Koheli
There are
several financing alternatives available when buying a house. People frequently
consider home loans, mortgage loans, and loans secured by the property. Although
these words are frequently used interchangeably, they refer to distinct loan
types. The differences between these three loan types will be covered in this
article.
Home
Loan:
A loan type
known as a "home loan" is one that is created especially for buying a
residential property. The property is used as collateral for the loan, giving
the lender the right to sell it if the borrower is unable to make payments.

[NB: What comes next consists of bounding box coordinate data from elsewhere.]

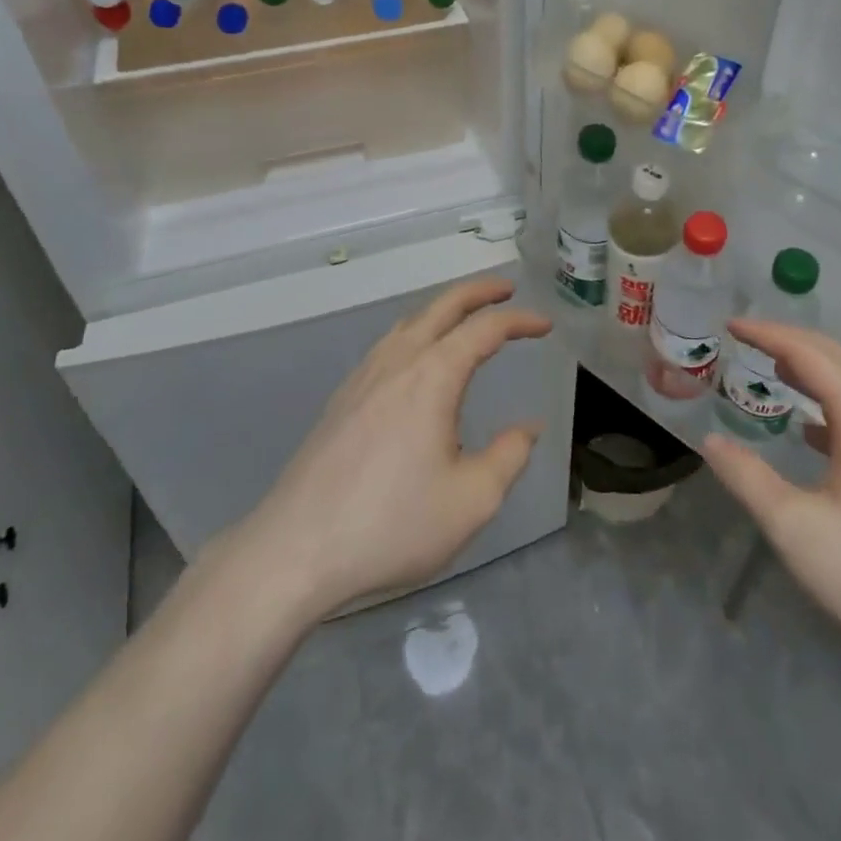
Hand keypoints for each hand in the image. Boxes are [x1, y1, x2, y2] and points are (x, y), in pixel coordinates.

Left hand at [233, 278, 550, 618]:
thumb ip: (509, 456)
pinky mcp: (341, 400)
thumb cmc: (392, 525)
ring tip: (464, 318)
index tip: (545, 325)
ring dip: (442, 309)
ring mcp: (363, 378)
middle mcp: (397, 363)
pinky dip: (415, 332)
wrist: (295, 551)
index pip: (484, 329)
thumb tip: (528, 427)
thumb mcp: (471, 500)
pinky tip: (415, 360)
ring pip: (408, 322)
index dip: (519, 321)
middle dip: (477, 292)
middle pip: (441, 307)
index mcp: (432, 377)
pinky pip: (387, 345)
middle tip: (507, 289)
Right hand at [703, 322, 840, 692]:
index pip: (813, 356)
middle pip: (838, 360)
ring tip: (773, 369)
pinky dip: (828, 405)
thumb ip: (748, 479)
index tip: (731, 325)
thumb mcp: (796, 530)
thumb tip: (710, 441)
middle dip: (790, 341)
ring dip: (811, 369)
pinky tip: (809, 431)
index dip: (770, 334)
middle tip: (746, 338)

Because they are secured, home loans often offer lower interest rates than
other loan kinds.
Banks,
non-banking financial institutions (NBFIs), and housing finance firms all offer
home loans. Several variables, including the borrower's income, credit score,
the price of the property being purchased, and the loan-to-value (LTV) ratio,
affect the loan amount that is offered. Home loan repayment terms might be
anywhere from five to thirty years.
Mortgage
Loan:
A home loan
is a sort of loan obtained against an existing piece of real estate. This kind
of loan is frequently utilized for large expenses like house improvements or
debt consolidation. The mortgaged property is used as collateral for the loan,
which the borrower is obligated to repay every month.
Banks,
NBFCs, and other financial organizations offer mortgage loans. The value of the
property being mortgaged, the borrower's income and credit score, as well as
other criteria, all affect how much of a loan is granted. Mortgage loan
repayment terms might be anywhere from five to fifteen years.
Loan
Against Property:
An existing
piece of real estate that the borrower owns is used as collateral for a loan against property. For
business reasons, debt consolidation, or other significant expenses, this kind
of loan is frequently utilized. Any liens or legal problems must not be present
on the asset being utilized as collateral.
Banks,
NBFCs, and other financial organizations offer loans against property. The
value of the property being mortgaged, the borrower's income and credit score,
as well as other criteria, all affect how much of a loan is granted. A loan
against property may have a repayment term of five to fifteen years.
The
distinctions among home loans, mortgage loans, and loans secured by property
are as follows:
Home loans
are specially made for buying a home, although mortgage loans and loans secured
by real estate can be used for a variety of things, like home renovations, debt
consolidation, or other significant costs.
Collateral:
Mortgage loans and loans against property are secured against the borrower's
current property, whilst home loans are secured against the property being
acquired.
Interest
Rates: Because they are secured, home loans often have lower interest rates
than mortgage loans and loans against
property. Because they are unsecured loans, mortgage loans and loans backed by
property have higher interest rates.
Repayment
duration: Compared to mortgage loans and loans secured by property, the
repayment duration for home loans is often longer. While mortgage loans and
loans secured by property are typically payable over up to 15 years, home loans
can be serviced over up to 30 years.
Conclusion
Finally, there are three typical options accessible when it comes to financing a property purchase or covering other significant expenses: home loans, mortgage loans, and loans secured by the property. There are benefits, drawbacks, and characteristics unique to each sort of loan. It's crucial to comprehend the distinctions between these three loan sorts so you can pick the one that best suits your requirements and financial condition.